If we were choosing look-a-likes from the entire population of Krypton, I might be more willing to buy it. But we’re picking from a small fraction of Krypton’s inhabitants…four people who look exactly like another four people from another planet, who all happened to be in Kandor when it was shrunk by Braniac and thus survived Krypton’s destruction.
I’m not trying to do another in-depth analysis or anything, but there may be a couple explanations that’ll make this coincidence a little easier to swallow.
My cyncial explanation for this is a bit out of character for Superman, but may be enjoyed by those fans of the “Superman’s a big jerk” school of humor. Superman seemed to do an awful lot of time-traveling in his pre-Crisis days, and popped up on a pre-exploded Krypton with some regularity. Perhaps Superman made several other undocumented trips to various points of Krypton’s history, surreptitiously guiding populations, manipulating relationships between certain people, and just generally guiding Kryptonian genetic development and reproduction so that certain physical aspects are bred to Superman’s benefit; i.e. that people whose appearances resemble his friends from Earth will 1) be born sometime close to the abduction of Kandor, and 2) will actually physically be in Kandor at the time of its shrinkage.
Just picture Superman, on one of his many time trips to ensure the success of this manipulation, wearing a fake mustache and handing a flyer to red-haired, freckled Kryptonian kid, reading “JOBS AVAILABLE – enquire in KANDOR – freckles a PLUS.” The kid rushes off to Kandor, visions of employment pushing him forward to his fate, while Superman laughs gently to himself, knowing that one more piece of the future “Look-Alike Squad” is in place.
See, told you it was cynical. It does have the added benefit of letting you imagine that there was an entire population of red-haired, freckled Kryptonians wandering around, caused by Superman’s genetic meddling. “THE JIMMY OLSEN ARMY OF KRYPTON” — the greatest Silver Age Superman story you never read.
The other option is that Krypton was a world of advanced science. As the announcer says in that first panel, the Look-Alike Squad “resembles” Supeman’s Earth friends. Whatever resemblance nature created could be enhanced by Kandor’s super-cosmetic surgery.
Or it was just a big ol’ coincidence, which, let’s face it, ain’t nothing unusual in the Superman milieu.

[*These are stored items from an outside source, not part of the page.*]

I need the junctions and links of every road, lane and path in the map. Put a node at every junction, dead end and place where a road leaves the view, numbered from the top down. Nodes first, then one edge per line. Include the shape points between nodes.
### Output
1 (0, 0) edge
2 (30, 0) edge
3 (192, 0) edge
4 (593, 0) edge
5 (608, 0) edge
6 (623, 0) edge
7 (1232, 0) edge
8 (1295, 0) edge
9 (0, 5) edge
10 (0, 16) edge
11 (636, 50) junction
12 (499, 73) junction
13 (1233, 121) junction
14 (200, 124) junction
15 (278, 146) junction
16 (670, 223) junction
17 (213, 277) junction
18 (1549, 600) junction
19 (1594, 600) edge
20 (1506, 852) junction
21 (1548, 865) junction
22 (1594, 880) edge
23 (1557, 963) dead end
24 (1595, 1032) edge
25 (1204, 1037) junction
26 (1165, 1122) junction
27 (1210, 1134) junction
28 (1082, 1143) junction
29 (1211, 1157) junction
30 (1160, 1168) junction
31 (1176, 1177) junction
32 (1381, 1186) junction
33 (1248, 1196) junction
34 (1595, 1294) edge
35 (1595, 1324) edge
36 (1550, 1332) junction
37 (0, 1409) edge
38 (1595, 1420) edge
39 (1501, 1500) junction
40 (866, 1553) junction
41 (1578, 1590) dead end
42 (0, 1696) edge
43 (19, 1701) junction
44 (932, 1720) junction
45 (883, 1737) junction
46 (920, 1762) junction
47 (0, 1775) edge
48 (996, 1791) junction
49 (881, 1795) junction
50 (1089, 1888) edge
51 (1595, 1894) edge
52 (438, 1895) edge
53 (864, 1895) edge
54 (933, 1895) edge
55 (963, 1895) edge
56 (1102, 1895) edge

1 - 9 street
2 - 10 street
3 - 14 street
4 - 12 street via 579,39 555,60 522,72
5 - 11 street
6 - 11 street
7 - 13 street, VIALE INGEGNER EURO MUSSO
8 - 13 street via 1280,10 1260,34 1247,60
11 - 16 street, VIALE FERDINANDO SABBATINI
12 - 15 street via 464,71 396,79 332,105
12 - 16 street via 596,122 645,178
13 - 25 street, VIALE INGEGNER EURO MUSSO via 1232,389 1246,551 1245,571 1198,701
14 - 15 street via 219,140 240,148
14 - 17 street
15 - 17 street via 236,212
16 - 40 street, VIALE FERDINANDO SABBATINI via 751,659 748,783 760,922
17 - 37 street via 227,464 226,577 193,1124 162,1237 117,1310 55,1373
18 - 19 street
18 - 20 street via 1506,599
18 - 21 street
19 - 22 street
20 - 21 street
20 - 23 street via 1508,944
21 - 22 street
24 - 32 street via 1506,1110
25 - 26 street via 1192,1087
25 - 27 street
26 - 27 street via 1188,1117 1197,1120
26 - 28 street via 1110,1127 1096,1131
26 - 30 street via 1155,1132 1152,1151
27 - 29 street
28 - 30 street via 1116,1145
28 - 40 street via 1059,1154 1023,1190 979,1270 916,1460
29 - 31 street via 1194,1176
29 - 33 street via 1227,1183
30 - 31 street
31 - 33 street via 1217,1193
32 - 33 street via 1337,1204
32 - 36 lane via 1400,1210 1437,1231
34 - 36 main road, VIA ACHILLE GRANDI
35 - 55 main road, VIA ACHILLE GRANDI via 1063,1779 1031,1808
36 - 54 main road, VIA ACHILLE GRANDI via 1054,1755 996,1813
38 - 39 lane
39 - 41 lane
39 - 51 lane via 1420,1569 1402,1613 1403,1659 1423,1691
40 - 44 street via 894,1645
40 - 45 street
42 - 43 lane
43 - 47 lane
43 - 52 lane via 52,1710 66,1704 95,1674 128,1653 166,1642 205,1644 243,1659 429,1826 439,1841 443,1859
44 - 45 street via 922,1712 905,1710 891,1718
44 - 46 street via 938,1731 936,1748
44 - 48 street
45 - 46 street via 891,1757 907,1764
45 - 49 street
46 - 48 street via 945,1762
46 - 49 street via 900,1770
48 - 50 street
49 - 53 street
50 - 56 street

Another thing Dor and I discussed was Kandor’s dealing with their limited space. Probably strict population control, an extensive recycling program…once Superman took over care of the bottled city, problems like waste and garbage extraction were probably handled by him. But prior to that, as Dor noted, Kandor was just kept on a shelf in Brainiac’s ship, with (apparently) only an air hose attached to the top. Brainiac strikes me as a guy who just collects things (in this case, shrunken cities) just for the sake of collecting them, without much regard for their care. I doubt he gave much thought to Kandor’s inhabitants beyond the air hose, making the population/gargage and waste production issues all that more important. I don’t want to come right out and admit I used the phrase “Kryptonians drinking their own recycled, reprocessed urine,” but, you know, c’mon.